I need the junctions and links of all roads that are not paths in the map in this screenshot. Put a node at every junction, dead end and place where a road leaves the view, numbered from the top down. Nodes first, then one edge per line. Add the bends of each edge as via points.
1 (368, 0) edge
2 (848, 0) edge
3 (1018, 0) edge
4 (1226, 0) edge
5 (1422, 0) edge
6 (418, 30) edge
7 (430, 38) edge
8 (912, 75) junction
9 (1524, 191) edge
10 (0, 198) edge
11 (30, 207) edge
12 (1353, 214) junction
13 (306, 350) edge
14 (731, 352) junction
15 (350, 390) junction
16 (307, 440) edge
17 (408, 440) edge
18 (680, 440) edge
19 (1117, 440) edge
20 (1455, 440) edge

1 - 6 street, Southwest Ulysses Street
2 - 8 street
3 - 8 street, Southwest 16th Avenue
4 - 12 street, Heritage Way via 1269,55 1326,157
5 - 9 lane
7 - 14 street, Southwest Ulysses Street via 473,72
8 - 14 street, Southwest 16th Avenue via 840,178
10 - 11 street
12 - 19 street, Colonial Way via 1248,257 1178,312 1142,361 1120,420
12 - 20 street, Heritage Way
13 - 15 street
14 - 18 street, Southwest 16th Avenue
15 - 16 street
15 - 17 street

##########

Directions
Output the full listing above word for word.

Solution for this task
I need the junctions and links of all roads that are not paths in the map in this screenshot. Put a node at every junction, dead end and place where a road leaves the view, numbered from the top down. Nodes first, then one edge per line. Add the bends of each edge as via points.
1 (368, 0) edge
2 (848, 0) edge
3 (1018, 0) edge
4 (1226, 0) edge
5 (1422, 0) edge
6 (418, 30) edge
7 (430, 38) edge
8 (912, 75) junction
9 (1524, 191) edge
10 (0, 198) edge
11 (30, 207) edge
12 (1353, 214) junction
13 (306, 350) edge
14 (731, 352) junction
15 (350, 390) junction
16 (307, 440) edge
17 (408, 440) edge
18 (680, 440) edge
19 (1117, 440) edge
20 (1455, 440) edge

1 - 6 street, Southwest Ulysses Street
2 - 8 street
3 - 8 street, Southwest 16th Avenue
4 - 12 street, Heritage Way via 1269,55 1326,157
5 - 9 lane
7 - 14 street, Southwest Ulysses Street via 473,72
8 - 14 street, Southwest 16th Avenue via 840,178
10 - 11 street
12 - 19 street, Colonial Way via 1248,257 1178,312 1142,361 1120,420
12 - 20 street, Heritage Way
13 - 15 street
14 - 18 street, Southwest 16th Avenue
15 - 16 street
15 - 17 street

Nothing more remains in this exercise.